In 2015, Sampaoli led Chile to victory in the 2015 Copa America, the country's first major trophy. On 30 November of that year, he was named on the final three-man shortlist for the 2015 FIFA World Coach of the Year award, joined by Spaniards Pep Guardiola (Bayern Munich) and Luis Enrique (Barcelona).

On 19 January 2016, Sampaoli resigned as coach of Chile, after allegedly having disputes with Arturo Salah, recently elected president of ANFP.

Sevilla
On 27 June 2016, La Liga club Sevilla FC announced that Sampaoli would take over Sevilla on a two-year deal. On 15 January 2017, his side beat Zinedine Zidane's Real Madrid 2–1, ending their 40-match unbeaten run.

Argentina

On 20 May 2017, the Argentine Football Association announced that Sampaoli would take over as the new coach of the national team. He was officially presented on 1 June 2017. Sampaoli's first game in charge was a friendly match against Brazil on 9 June in Australia, with Argentina winning 1–0.
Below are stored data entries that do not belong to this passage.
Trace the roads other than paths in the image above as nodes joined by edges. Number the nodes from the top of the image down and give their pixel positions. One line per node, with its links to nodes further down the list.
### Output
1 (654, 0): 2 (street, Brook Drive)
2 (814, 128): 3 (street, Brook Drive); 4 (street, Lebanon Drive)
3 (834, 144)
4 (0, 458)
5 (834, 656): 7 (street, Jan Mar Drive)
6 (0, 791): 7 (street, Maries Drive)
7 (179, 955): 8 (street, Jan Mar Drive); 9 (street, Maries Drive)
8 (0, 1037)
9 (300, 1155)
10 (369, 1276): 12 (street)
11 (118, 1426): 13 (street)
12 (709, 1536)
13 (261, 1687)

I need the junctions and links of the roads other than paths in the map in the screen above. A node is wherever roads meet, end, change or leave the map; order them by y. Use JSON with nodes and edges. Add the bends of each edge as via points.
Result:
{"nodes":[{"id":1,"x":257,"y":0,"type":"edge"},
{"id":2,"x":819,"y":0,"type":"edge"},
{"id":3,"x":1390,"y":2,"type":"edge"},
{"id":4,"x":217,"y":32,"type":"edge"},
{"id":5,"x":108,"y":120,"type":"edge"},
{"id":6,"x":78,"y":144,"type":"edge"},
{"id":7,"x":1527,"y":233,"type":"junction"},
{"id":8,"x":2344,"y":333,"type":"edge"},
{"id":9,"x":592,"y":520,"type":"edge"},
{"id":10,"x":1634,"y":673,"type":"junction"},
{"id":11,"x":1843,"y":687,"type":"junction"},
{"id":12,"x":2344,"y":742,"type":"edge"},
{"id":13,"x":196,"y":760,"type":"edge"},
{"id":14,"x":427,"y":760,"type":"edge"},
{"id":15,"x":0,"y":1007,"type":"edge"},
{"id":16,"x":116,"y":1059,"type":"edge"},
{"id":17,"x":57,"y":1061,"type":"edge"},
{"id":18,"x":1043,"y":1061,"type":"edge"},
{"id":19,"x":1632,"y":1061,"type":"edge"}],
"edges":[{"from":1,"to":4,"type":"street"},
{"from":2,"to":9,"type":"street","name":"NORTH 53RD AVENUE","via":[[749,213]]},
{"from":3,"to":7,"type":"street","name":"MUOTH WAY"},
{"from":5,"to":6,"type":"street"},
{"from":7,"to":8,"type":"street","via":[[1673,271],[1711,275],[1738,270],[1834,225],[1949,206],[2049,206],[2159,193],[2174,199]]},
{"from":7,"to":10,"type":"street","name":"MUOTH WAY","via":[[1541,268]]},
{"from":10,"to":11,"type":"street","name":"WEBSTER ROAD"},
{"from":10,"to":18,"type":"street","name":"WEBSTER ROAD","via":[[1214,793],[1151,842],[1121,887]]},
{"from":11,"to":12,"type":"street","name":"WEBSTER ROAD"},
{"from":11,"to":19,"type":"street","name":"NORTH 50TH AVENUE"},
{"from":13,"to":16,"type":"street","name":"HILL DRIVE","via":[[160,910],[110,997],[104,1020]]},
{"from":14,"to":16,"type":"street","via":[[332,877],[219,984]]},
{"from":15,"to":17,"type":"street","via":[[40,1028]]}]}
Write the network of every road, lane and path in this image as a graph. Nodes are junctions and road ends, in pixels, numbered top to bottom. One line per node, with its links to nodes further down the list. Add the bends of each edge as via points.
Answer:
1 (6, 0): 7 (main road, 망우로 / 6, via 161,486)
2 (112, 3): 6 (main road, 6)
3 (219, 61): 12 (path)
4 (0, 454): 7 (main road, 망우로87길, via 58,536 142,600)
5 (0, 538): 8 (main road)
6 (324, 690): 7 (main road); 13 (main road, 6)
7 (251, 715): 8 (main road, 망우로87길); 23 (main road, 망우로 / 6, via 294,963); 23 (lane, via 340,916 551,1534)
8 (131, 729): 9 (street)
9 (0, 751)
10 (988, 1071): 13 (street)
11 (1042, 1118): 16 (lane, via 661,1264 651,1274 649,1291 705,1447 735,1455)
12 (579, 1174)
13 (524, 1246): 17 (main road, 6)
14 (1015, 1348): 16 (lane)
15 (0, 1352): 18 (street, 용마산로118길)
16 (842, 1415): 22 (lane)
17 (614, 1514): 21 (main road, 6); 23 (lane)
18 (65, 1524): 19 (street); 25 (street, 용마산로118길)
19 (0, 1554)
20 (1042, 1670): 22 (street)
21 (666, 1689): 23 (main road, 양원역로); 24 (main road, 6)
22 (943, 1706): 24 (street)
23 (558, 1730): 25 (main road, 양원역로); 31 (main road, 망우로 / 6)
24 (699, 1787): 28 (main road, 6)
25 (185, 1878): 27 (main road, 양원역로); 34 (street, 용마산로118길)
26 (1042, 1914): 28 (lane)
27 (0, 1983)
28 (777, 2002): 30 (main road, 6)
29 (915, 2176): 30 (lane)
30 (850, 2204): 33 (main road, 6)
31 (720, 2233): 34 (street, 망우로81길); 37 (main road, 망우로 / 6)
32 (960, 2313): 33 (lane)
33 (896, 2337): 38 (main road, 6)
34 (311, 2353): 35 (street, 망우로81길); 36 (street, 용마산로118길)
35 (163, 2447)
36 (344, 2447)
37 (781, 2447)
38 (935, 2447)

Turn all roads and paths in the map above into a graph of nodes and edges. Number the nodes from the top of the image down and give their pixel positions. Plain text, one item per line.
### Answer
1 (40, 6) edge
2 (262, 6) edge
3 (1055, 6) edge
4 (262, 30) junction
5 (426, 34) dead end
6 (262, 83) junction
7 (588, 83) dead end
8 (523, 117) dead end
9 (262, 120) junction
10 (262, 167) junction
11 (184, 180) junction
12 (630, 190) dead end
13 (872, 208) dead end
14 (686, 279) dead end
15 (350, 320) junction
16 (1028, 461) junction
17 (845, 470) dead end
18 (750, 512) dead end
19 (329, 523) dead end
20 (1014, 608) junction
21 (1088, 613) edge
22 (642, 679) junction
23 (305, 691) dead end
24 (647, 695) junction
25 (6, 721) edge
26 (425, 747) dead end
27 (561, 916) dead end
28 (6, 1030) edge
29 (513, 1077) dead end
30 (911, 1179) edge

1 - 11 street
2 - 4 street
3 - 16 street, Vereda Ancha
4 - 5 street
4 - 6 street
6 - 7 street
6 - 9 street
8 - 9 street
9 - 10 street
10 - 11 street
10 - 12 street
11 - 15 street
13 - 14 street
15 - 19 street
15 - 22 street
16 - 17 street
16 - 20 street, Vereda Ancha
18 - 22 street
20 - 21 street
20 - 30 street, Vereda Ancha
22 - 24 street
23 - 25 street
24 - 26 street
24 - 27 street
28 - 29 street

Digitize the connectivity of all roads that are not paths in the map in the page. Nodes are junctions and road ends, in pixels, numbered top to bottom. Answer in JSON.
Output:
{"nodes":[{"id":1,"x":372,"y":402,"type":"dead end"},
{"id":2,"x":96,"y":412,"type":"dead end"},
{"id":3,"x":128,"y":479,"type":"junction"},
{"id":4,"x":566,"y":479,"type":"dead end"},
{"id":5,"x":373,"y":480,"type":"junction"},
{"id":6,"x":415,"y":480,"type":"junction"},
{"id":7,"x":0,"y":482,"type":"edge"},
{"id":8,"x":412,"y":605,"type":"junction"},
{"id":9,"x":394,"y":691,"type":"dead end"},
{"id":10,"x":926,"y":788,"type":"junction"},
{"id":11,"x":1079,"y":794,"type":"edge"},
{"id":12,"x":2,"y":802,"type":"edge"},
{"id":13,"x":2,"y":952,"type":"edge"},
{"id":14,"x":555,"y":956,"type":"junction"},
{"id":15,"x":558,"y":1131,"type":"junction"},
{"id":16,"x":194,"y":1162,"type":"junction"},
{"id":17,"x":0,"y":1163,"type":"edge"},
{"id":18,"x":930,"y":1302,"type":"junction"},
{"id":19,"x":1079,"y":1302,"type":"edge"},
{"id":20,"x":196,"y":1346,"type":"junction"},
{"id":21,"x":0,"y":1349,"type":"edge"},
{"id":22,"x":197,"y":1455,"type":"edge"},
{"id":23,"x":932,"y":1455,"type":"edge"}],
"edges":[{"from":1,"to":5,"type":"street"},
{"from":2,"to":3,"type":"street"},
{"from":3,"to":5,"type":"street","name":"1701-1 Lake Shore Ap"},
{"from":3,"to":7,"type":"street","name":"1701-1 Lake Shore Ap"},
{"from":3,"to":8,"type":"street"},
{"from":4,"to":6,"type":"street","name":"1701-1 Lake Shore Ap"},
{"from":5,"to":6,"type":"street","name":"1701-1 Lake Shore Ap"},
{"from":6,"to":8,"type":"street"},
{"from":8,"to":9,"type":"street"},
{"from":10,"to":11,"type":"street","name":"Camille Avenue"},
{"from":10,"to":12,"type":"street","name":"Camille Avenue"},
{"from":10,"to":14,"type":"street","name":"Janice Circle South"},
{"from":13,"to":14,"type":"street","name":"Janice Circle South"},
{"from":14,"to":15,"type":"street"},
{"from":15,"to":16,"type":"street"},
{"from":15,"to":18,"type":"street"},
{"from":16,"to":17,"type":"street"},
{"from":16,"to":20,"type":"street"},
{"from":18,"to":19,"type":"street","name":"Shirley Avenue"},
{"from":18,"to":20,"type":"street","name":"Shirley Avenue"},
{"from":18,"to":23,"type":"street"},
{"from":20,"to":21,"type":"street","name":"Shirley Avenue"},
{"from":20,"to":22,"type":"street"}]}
However, Argentina greatly struggled during the qualifiers, and it took a Lionel Messi hat trick at Ecuador to confirm qualification for the 2018 FIFA World Cup. On 14 May 2018, Sampaoli announced a 35-man preliminary squad for the 2018 World Cup. He announced the final squad on 21 May 2018.

At the World Cup, Argentina had drawn 1–1 with Iceland during their opening World Cup group match, an underwhelming performance that drew criticism from former Argentine captain and coach Diego Maradona. In the next group match, Argentina suffered a heavy 0–3 loss by Croatia due to "a defence left exposed, a midfield that was overrun and an attack that was blunted", which put them on the brink of elimination and led to unconfirmed reports that Sampaoli would be sacked. Senior members of the team including Messi and Javier Mascherano confronted Sampaoli and his assistants in the dressing room, while also approaching members of the Argentine FA to discuss their concerns, and there were also various rumors that Messi was involved in team selection which dismissed Sampaoli's leadership, evoking a formation based on the decisions of Argentine players. The match against Croatia was his 13th game in charge, where he had used 13 lineups and a total of 59 players, and despite a myriad of attacking choices the defence was poor.

Sampaoli remained in his position, as Argentina defeated Nigeria 2–1 in the third group match to advance to the knockout stage. In the round of 16, Argentina lost to France 4–3 and were eliminated from the tournament.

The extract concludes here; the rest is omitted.